A situação econômica das 35 empresas de ônibus que rodam em Belo Horizonte é apontada como principal justificativa para a falta de cobradores nos coletivos municipais. De acordo com o presidente do Sindicato das Empresas de Transporte de Passageiros de Belo Horizonte (SetraBH), Joel Paschoalin, as empresas estão fechando as contas no vermelho, com déficit de aproximadamente R$ 20 milhões mensais, e, por isso, com dificuldades em manter o quadro em pleno funcionamento.

Segundo Paschoalin, o déficit tem relação com o aumento do preço do combustível, com o valor da manutenção dos veículos e, também, com o salário dos funcionários. "Estamos com dificuldades para manter o nosso quadro de motoristas e cobradores. Algumas empresas estão com tanta dificuldade que não deverão pagar o 13° salário", revelou.

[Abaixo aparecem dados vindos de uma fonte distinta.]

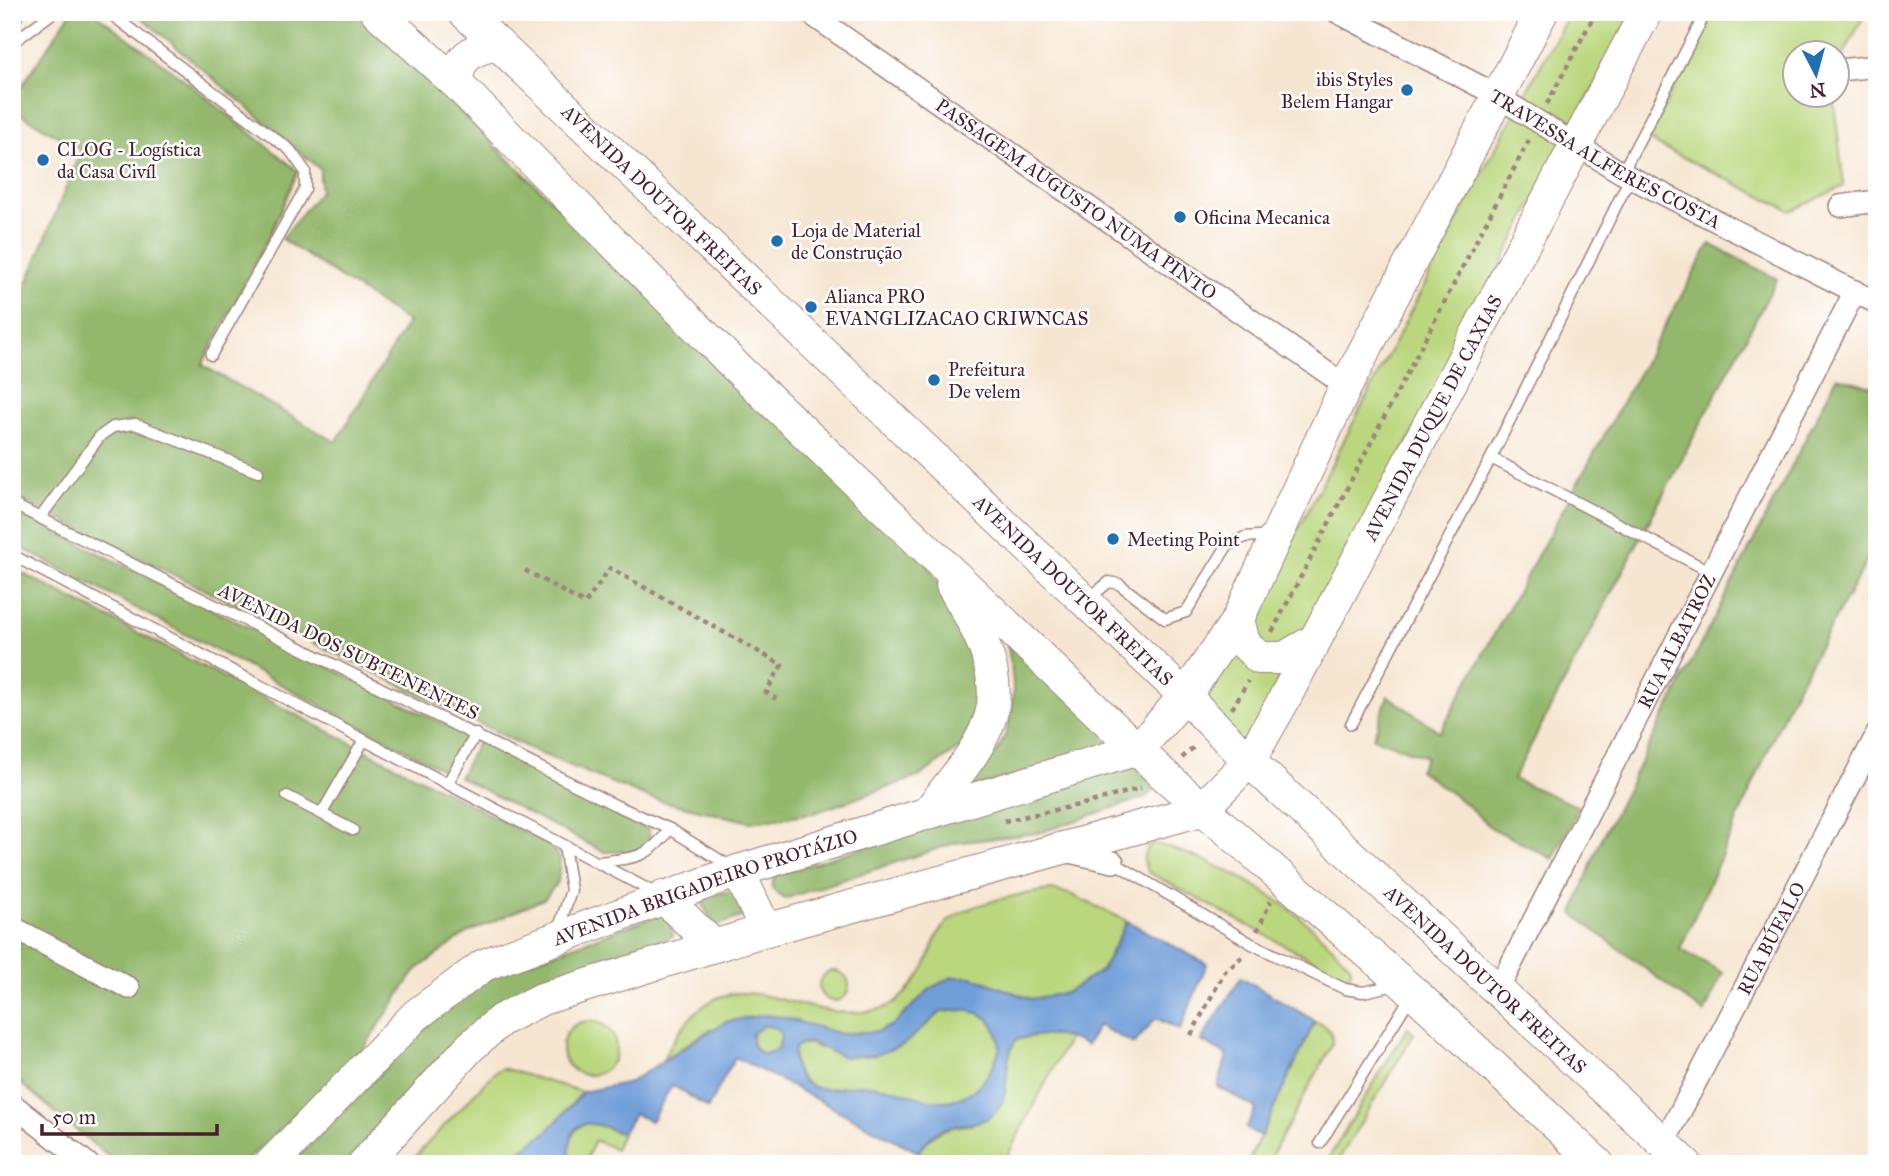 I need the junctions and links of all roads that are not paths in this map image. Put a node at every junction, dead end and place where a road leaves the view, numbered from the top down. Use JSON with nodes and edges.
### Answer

O anúncio foi feito na tarde desta segunda-feira (17) após a declaração do prefeito Alexandre Kalil, em seu perfil no Twitter. O chefe do Executivo municipal, que durante campanha já havia prometido "abrir a caixa preta da BHTrans", afirmou que, "se as empresas de ônibus fazem o que querem, vão receber o troco”. A promessa é que até o fim desta semana, a prefeitura realize uma coletiva de imprensa para informar os resultados obtidos com a auditoria dos contratos entre as empresas  a BHTrans. 

Nesta segunda, o Hoje em dia denunciou a ausência de cobradores em alguns ônibus da capital

Multa

A Prefeitura de Belo Horizonte (PBH) informou que foram aplicadas, de janeiro a novembro deste ano, 8.726 multas às empresas de ônibus, totalizando R$ 5.808.723,68. "As multas estão sendo enviadas à Secretaria Municipal de Fazenda para as devidas providências", afirmou.

Questionado sobre as autuações, Paschoalin afirmou que as empresas estão recorrendo. "Não concordamos com muitas delas. Está havendo confusão porque estamos vendo casos nas linhas alimentadoras, que fazem ligação ao Sistema Move, que podem rodar sem os trocadores", afirmou.

Apesar das notificações, o representante do sindicato ponderou que a determinação é que as empresas cumpram a legislação. Atualmente, podem rodar sem cobradores os ônibus ligados ao Move, além de outras linhas aos sábados, domingos e em horário noturno.